| Task details |
For the string "dead", find every matching line in the records and copy it.

| Materials provided |
==========
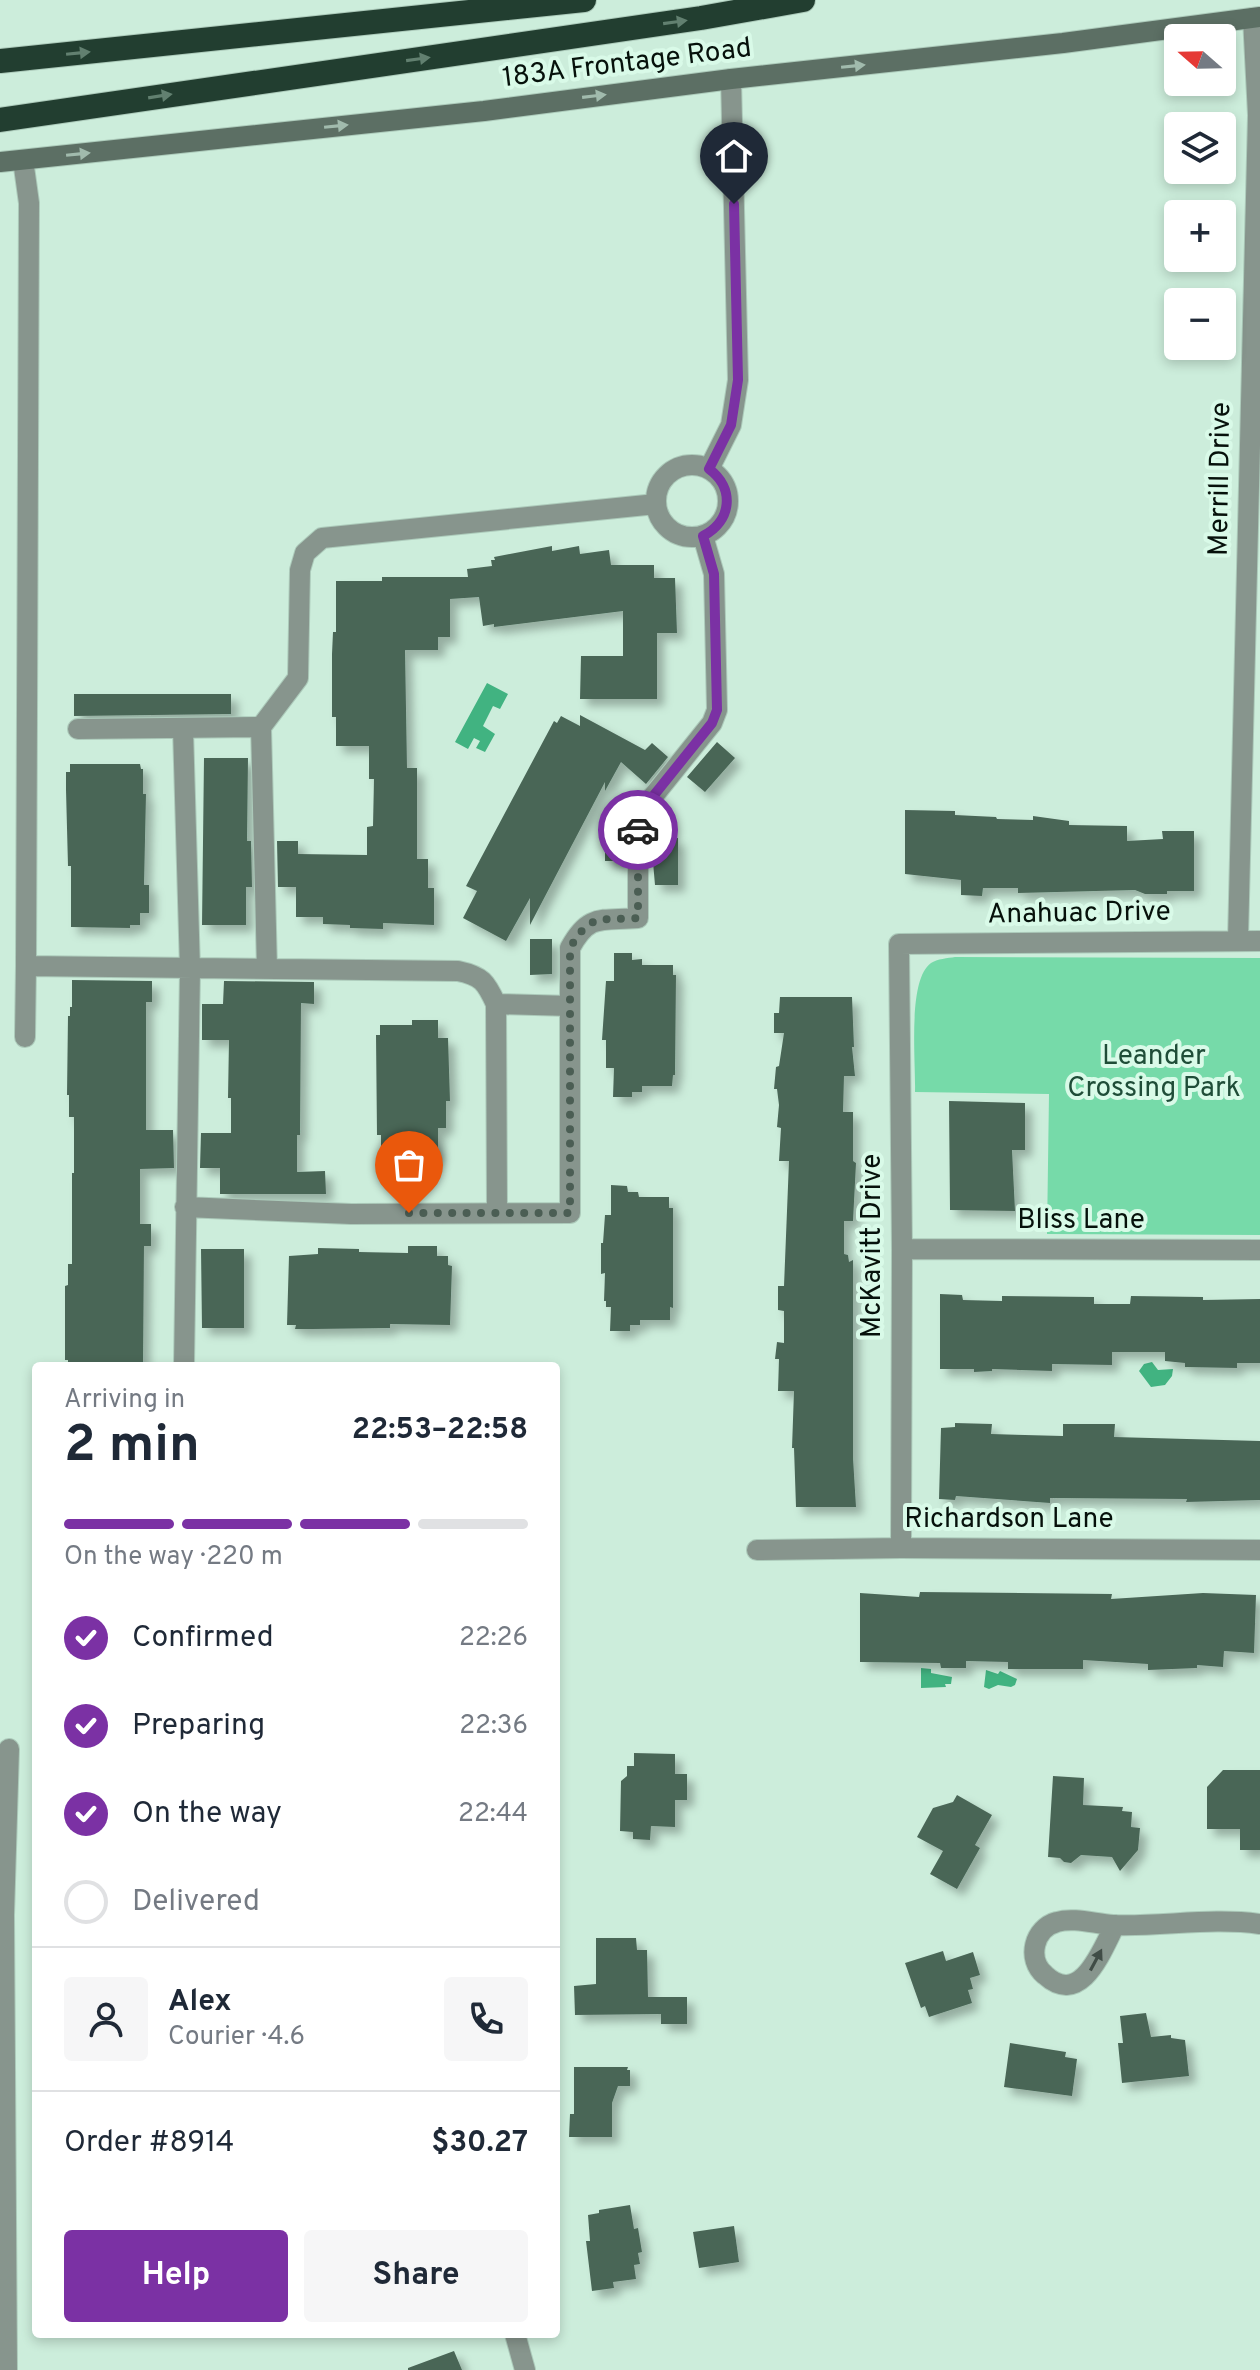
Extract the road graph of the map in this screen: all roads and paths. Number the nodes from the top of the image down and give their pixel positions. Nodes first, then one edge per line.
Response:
1 (584, 0) edge
2 (803, 0) edge
3 (1256, 18) edge
4 (0, 61) edge
5 (731, 79) junction
6 (0, 120) edge
7 (23, 160) junction
8 (0, 162) edge
9 (709, 469) junction
10 (656, 504) junction
11 (703, 536) junction
12 (261, 727) junction
13 (78, 729) dead end
14 (183, 729) junction
15 (1238, 940) junction
16 (1260, 941) edge
17 (899, 944) joint
18 (26, 966) junction
19 (190, 969) junction
20 (267, 969) junction
21 (496, 1004) junction
22 (570, 1006) junction
23 (25, 1037) dead end
24 (185, 1207) junction
25 (497, 1212) junction
26 (902, 1249) junction
27 (1260, 1250) edge
28 (184, 1362) edge
29 (901, 1548) junction
30 (757, 1550) dead end
31 (1260, 1550) edge
32 (9, 1749) dead end
33 (2, 1915) edge
34 (1260, 1924) edge
35 (1115, 1925) dead end
36 (516, 2338) edge
37 (7, 2370) edge
38 (525, 2370) edge

4 -> 1 highway
6 -> 2 highway
5 -> 3 main road, 183A Frontage Road
3 - 15 street, Merrill Drive
7 -> 5 main road, 183A Frontage Road
5 - 9 street
7 - 8 main road, 183A Frontage Road
7 - 18 street
9 - 10 street
9 - 11 street
10 - 11 street
10 - 12 street
11 - 22 street
12 - 14 street
12 - 20 street
13 - 14 street
14 - 19 street
15 - 16 street, Anahuac Drive
15 - 17 street, Anahuac Drive
17 - 26 street, McKavitt Drive
18 - 19 street
18 - 23 street
19 - 20 street
19 - 24 street
20 - 21 street
21 - 22 street
21 - 25 street
22 - 25 street
24 - 25 street
24 - 28 street
26 - 27 street, Bliss Lane
26 - 29 street, McKavitt Drive
29 - 30 street, Richardson Lane
29 - 31 street, Richardson Lane
32 - 33 street
33 - 37 street
34 - 35 street
36 - 38 street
==========
| Task output |
13 (78, 729) dead end
23 (25, 1037) dead end
30 (757, 1550) dead end
32 (9, 1749) dead end
35 (1115, 1925) dead end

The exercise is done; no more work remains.